There is no need for a release of information. If a member gives the plan the contact information for their PCP, the plan can share information with that PCP. Plans or other providers of LTSS should try to coordinate LTSS services with medical services, even if they are not the primary payer for medical services for the member. Plans that do not know the member’s PCP can/should ask the member to identify their PCP and request their contact information. The measure is intended to determine whether plans tried to connect with the medical care provider. There is an exclusion in this measure for members who refuse to have their care plan shared with the PCP, so if the member refuses, this should be documented, and such members are excluded from the measure rate.
What are National Correct Coding Initiative (NCCI) methodologies and are these methodologies compatible with the Medicaid program?
The NCCI methodologies are made up of the following four components:
- Sets of edits
- Definitions of types of claims subject to the edits
- Sets of claim-adjudication rules for applying the edits
- Sets of rules for addressing provider/supplier appeals of denied payments for services based on the edits
The NCCI methodologies include both NCCI Procedure-to-Procedure (PTP) edits and Medically Unlikely Edits (MUEs).
CMS issued SMDL #11-003 (PDF, 159.55 KB) on April 22, 2011, to state CMS policy on the requirement for appeals of claims for which payment was denied due to an NCCI edit. The nature of the appeals process in each state is left to the discretion of the state's Medicaid agency.

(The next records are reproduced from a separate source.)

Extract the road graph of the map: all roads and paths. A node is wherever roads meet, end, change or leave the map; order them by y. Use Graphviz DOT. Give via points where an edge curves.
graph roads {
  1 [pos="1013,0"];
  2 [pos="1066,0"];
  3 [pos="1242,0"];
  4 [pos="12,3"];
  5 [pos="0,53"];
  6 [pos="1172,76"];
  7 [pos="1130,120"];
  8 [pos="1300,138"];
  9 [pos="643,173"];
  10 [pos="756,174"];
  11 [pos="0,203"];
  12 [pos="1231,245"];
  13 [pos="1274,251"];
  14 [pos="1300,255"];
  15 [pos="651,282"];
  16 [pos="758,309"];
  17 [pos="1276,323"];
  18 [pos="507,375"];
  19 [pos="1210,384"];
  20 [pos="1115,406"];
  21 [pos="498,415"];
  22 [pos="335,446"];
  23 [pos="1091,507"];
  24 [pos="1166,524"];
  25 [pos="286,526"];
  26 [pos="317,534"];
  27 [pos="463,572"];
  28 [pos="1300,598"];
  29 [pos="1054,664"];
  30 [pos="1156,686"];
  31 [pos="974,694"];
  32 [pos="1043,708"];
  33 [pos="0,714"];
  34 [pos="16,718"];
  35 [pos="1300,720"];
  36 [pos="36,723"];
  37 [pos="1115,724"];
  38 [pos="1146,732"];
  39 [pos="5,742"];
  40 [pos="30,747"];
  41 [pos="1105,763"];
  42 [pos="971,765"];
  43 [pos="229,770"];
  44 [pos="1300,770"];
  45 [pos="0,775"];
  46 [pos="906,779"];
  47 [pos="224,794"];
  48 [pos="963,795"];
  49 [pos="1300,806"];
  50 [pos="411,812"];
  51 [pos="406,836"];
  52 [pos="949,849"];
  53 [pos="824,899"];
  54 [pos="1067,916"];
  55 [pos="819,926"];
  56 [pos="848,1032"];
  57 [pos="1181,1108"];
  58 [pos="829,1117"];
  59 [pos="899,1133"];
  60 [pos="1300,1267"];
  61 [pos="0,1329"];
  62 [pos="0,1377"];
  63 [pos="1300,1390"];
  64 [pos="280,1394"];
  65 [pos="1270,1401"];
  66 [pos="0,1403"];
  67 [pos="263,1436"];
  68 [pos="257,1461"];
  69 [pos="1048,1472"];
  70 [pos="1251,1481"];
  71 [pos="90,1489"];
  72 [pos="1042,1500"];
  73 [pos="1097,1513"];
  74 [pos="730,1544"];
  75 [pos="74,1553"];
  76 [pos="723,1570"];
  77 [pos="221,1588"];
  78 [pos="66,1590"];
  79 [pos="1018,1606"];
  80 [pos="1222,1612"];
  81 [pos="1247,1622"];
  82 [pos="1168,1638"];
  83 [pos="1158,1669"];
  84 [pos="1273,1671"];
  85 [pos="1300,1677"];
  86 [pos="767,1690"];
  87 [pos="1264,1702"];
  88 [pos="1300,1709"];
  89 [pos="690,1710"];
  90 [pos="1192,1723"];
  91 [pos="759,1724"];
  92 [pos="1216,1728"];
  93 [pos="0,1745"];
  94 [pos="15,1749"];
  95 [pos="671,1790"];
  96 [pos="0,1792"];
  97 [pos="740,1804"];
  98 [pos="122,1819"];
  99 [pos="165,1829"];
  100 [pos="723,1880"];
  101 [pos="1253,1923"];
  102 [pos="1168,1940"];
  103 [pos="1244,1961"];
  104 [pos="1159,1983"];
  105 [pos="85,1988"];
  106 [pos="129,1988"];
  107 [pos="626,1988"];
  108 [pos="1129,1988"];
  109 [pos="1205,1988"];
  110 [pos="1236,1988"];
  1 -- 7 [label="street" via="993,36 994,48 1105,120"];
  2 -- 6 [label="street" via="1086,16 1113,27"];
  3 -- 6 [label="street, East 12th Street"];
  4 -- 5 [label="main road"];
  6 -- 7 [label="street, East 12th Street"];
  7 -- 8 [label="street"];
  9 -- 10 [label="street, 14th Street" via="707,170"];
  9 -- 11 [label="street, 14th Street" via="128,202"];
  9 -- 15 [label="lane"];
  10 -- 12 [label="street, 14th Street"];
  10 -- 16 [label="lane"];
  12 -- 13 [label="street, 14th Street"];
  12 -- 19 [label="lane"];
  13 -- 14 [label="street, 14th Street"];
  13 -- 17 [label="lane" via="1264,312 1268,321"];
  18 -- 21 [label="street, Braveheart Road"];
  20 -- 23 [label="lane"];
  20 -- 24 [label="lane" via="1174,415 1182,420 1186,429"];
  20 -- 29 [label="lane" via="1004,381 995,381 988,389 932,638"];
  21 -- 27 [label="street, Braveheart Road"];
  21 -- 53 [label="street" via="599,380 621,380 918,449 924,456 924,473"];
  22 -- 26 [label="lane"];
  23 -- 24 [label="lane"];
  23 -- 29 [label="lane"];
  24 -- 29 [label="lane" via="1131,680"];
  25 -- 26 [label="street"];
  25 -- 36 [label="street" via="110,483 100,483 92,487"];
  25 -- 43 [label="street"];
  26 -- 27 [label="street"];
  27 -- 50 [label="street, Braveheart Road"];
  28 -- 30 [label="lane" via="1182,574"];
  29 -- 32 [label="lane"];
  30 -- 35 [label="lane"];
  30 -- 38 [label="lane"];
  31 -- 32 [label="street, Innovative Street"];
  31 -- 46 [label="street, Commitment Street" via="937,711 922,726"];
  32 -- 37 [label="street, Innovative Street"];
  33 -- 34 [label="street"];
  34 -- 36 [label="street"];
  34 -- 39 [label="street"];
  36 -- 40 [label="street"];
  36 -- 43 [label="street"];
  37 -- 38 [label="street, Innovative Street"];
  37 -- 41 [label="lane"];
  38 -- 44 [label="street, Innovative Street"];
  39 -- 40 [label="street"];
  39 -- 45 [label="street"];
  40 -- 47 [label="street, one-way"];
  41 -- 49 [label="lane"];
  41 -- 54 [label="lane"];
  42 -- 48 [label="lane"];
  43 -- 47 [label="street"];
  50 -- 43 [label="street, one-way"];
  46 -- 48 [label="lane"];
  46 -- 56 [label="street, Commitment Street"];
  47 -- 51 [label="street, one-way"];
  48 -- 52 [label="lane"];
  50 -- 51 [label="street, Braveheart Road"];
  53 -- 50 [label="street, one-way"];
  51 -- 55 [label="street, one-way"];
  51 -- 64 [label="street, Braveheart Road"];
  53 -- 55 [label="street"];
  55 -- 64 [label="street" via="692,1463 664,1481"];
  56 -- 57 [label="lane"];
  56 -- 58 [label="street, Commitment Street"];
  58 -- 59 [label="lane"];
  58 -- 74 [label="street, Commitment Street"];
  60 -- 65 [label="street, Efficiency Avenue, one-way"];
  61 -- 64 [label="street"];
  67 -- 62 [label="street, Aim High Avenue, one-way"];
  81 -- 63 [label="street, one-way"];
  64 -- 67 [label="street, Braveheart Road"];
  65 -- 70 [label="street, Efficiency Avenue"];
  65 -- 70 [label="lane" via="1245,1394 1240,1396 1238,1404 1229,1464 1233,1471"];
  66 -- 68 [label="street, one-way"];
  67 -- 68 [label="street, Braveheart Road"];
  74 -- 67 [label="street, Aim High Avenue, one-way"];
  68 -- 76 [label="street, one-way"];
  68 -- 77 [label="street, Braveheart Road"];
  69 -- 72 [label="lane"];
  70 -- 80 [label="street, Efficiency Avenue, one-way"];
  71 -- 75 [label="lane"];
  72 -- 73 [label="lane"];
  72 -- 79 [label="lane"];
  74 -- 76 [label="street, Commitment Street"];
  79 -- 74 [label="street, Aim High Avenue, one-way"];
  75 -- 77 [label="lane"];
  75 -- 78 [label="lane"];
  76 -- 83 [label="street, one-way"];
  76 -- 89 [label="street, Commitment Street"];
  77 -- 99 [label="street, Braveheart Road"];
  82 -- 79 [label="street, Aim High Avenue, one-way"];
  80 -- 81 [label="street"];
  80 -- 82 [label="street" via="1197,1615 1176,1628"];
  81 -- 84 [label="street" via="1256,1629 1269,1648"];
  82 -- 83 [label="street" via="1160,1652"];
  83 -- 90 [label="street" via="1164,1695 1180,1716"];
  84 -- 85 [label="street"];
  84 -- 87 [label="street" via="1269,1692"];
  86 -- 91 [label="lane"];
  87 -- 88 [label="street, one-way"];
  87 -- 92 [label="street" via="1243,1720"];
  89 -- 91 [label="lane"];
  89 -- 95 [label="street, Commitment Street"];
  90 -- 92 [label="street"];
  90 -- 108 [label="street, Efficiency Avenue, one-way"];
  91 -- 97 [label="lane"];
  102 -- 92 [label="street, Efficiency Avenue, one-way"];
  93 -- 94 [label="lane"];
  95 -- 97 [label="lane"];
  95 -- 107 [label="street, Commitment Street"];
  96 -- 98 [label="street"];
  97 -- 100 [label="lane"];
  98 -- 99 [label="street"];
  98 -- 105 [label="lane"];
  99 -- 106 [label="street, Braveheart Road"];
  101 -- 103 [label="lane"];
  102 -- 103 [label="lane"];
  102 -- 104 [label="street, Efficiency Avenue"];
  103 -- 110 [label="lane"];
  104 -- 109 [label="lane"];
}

CMS currently has six methodologies for Medicare Part B. These methodologes are the following:
- NCCI PTP edits for practitioner and ambulatory surgical center (ASC) services
- NCCI PTP edits for outpatient services (including emergency department, observation, and hospital laboratory services) in hospitals reimbursed through the hospital outpatient prospective payment system (OPPS). Edits are applied to all facility therapy services billed to the Medicare Fiscal Intermediary (Part A Hospital / Part B Practitioner Medicare Administrative Contractors processing claims with the Fiscal Intermediary Shared System).
- MUE units-of-service edits for practitioner and ASC services
- MUE units-of-service edits for outpatient services in hospitals
- MUE units-of-service edits for supplier claims for durable medical equipment
- Add-on code edits for practitioner and ASC services (added in April 2013).
After review, CMS determined that the first five NCCI methodologies listed above were compatible methodologies for claims filed in Medicaid. A sixth methodology for Medicaid was added in 2012: NCCI PTP edits for Durable Medical Equipment (DME).